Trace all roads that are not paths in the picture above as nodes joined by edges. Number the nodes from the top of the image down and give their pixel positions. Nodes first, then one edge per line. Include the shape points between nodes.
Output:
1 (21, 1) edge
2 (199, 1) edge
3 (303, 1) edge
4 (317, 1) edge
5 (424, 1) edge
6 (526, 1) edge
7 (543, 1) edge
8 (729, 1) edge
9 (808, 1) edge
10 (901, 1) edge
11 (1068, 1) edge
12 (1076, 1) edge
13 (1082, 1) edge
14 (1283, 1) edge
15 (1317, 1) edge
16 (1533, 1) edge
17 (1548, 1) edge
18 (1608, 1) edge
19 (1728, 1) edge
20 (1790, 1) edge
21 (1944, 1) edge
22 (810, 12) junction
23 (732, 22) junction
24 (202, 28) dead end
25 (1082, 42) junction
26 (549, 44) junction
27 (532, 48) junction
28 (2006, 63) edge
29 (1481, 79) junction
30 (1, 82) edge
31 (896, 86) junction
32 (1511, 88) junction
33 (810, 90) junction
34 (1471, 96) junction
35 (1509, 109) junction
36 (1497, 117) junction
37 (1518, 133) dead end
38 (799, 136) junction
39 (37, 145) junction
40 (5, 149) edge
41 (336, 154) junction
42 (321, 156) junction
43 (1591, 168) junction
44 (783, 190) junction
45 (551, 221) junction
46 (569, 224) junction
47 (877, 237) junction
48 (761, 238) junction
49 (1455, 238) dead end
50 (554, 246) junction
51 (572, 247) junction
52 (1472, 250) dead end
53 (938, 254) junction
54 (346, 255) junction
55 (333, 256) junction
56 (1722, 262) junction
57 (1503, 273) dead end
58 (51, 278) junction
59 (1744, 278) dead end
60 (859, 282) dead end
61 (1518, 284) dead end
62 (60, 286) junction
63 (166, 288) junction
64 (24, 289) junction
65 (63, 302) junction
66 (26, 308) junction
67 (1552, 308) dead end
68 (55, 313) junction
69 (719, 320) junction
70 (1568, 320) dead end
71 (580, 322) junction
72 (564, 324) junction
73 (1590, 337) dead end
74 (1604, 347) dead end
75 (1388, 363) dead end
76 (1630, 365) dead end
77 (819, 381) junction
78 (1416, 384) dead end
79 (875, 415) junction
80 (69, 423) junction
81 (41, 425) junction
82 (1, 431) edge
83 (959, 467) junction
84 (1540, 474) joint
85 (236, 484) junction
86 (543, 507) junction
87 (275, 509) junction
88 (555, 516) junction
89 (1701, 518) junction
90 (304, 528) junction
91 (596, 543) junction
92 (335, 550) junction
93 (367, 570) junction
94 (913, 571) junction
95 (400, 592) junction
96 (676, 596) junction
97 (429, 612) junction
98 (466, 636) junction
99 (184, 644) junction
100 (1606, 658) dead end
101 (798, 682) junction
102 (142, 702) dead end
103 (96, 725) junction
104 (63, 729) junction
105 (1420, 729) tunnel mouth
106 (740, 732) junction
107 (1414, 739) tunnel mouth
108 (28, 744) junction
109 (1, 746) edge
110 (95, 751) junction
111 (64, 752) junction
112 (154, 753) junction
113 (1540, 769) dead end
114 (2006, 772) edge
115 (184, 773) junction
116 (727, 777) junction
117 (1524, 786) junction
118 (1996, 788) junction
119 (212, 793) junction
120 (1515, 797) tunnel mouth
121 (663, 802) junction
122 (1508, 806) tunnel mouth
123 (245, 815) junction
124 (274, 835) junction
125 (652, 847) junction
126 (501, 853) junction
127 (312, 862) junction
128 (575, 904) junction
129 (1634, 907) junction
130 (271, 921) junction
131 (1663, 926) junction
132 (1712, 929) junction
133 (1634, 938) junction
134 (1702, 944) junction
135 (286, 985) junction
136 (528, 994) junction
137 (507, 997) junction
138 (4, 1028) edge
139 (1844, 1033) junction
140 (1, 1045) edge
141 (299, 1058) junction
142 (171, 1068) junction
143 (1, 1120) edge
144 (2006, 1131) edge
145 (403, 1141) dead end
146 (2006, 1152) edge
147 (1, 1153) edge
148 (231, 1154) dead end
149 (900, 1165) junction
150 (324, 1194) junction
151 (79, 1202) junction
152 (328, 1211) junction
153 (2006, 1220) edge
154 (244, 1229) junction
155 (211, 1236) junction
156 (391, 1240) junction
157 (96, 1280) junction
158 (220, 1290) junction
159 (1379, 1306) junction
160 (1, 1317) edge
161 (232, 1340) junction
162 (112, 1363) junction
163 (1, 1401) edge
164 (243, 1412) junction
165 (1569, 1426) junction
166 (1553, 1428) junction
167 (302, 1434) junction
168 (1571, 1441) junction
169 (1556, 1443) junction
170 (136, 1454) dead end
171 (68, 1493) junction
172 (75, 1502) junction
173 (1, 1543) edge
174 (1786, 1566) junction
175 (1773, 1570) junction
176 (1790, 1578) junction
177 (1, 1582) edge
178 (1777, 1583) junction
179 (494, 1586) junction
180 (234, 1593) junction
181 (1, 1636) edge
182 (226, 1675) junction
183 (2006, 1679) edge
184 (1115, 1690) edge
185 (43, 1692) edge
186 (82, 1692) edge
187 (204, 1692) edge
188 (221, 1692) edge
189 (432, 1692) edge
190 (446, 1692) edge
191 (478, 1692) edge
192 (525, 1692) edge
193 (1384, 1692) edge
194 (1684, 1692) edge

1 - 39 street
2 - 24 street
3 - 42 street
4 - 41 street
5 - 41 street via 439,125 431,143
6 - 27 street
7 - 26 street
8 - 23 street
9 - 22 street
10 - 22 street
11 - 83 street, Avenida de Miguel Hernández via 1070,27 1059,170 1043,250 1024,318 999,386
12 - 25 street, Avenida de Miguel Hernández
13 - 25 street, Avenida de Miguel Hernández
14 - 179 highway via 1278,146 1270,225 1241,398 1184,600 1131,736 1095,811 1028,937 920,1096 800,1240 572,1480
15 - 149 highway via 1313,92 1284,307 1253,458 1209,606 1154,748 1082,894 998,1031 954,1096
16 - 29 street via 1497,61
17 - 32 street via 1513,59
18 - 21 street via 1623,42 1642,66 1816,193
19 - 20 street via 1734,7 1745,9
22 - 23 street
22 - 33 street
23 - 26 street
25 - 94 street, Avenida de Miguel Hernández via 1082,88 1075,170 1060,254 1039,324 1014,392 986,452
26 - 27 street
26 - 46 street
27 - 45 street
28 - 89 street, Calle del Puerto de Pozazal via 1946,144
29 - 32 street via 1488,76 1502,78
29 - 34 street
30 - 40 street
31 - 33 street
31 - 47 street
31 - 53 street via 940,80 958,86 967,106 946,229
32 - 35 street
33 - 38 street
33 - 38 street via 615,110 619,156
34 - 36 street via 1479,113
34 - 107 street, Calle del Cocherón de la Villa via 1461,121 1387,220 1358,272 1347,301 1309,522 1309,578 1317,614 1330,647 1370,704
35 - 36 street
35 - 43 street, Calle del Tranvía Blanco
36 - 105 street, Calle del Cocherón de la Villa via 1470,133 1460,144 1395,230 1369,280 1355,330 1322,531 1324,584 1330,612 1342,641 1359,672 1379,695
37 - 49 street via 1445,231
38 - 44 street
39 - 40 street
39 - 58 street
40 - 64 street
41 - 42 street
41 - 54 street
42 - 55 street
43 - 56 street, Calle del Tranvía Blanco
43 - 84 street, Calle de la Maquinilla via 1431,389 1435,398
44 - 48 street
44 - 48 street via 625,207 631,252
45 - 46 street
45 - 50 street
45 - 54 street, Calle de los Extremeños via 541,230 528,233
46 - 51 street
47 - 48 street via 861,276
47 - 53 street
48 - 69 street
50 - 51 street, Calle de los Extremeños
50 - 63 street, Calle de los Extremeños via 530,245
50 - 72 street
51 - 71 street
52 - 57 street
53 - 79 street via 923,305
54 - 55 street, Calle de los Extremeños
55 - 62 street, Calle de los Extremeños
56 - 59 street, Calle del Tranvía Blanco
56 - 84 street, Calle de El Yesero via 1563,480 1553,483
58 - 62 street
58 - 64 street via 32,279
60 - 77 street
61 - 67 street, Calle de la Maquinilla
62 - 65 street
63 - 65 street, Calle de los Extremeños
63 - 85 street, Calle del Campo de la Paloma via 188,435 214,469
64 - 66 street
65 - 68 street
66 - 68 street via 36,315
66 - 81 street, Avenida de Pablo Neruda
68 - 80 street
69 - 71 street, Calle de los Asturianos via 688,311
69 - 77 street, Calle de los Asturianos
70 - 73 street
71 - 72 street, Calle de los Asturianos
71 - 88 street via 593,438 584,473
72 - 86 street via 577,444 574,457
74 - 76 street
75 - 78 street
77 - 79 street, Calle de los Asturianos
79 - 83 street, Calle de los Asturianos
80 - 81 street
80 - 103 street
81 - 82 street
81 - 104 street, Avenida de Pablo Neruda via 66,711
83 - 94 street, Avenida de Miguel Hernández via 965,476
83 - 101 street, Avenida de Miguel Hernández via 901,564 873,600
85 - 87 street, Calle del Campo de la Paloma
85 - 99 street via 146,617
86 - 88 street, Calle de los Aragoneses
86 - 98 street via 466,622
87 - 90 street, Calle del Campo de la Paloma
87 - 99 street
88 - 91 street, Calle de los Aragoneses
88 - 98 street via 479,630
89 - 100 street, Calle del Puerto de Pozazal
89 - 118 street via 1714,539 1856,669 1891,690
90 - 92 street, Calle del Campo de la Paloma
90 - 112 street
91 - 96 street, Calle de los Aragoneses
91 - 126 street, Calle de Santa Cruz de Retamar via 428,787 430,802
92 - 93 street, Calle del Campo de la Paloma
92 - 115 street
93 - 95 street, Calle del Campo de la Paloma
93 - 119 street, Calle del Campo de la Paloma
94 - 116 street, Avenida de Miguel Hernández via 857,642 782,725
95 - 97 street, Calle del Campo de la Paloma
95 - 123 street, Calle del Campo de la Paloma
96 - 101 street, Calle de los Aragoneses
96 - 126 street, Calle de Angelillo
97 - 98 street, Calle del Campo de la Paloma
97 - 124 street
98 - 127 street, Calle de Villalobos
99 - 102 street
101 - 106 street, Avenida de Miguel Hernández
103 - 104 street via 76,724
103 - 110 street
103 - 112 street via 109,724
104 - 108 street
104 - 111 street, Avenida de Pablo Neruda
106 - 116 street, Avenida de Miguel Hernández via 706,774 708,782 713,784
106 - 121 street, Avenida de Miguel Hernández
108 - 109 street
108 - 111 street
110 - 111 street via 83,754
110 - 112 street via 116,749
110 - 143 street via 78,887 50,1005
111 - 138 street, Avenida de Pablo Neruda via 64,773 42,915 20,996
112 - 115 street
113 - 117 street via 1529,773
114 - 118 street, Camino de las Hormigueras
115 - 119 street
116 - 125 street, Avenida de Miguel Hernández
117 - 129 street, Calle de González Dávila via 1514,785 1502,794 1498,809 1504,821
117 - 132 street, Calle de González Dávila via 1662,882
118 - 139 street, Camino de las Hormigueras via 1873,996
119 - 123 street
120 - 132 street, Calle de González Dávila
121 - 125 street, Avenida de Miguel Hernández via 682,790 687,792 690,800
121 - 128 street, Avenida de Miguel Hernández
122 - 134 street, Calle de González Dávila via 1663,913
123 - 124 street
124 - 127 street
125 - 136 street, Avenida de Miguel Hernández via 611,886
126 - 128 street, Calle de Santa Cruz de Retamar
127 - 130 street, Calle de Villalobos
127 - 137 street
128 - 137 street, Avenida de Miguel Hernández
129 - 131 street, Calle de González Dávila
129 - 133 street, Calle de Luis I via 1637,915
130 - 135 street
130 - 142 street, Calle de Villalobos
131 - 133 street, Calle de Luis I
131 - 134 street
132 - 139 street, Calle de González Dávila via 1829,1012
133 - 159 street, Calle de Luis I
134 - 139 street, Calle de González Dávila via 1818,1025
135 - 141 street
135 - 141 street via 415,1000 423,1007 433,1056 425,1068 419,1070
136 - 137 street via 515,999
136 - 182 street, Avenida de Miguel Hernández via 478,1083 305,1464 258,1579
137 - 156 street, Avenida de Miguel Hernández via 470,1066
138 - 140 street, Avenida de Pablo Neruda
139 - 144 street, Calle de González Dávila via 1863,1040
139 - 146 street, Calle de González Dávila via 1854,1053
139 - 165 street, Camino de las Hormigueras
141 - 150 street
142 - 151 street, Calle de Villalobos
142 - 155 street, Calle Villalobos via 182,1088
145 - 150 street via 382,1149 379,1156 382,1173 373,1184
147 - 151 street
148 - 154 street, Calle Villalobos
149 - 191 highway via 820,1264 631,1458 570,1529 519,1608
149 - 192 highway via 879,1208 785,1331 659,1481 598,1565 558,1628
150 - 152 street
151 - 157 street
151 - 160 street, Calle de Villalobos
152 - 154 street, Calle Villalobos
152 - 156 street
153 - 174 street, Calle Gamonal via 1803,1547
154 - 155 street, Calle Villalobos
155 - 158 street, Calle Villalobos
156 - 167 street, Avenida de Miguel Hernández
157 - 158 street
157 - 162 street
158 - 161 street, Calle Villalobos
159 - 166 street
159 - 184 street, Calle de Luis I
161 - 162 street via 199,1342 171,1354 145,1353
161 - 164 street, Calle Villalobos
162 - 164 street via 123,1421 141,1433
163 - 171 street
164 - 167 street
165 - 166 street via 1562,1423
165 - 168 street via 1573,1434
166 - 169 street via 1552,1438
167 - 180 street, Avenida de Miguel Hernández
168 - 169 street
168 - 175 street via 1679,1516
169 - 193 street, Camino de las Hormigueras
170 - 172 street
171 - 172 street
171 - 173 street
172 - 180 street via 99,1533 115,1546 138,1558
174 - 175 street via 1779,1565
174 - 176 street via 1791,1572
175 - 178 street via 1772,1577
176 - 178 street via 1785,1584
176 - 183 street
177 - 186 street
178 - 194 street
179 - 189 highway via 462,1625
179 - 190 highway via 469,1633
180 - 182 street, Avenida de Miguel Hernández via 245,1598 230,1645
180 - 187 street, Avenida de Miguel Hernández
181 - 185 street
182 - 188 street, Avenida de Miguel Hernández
------------------------------------------------
### Exercise
State how many lines of the data include the word "Asturianos", with nothing else.

### Written solution
5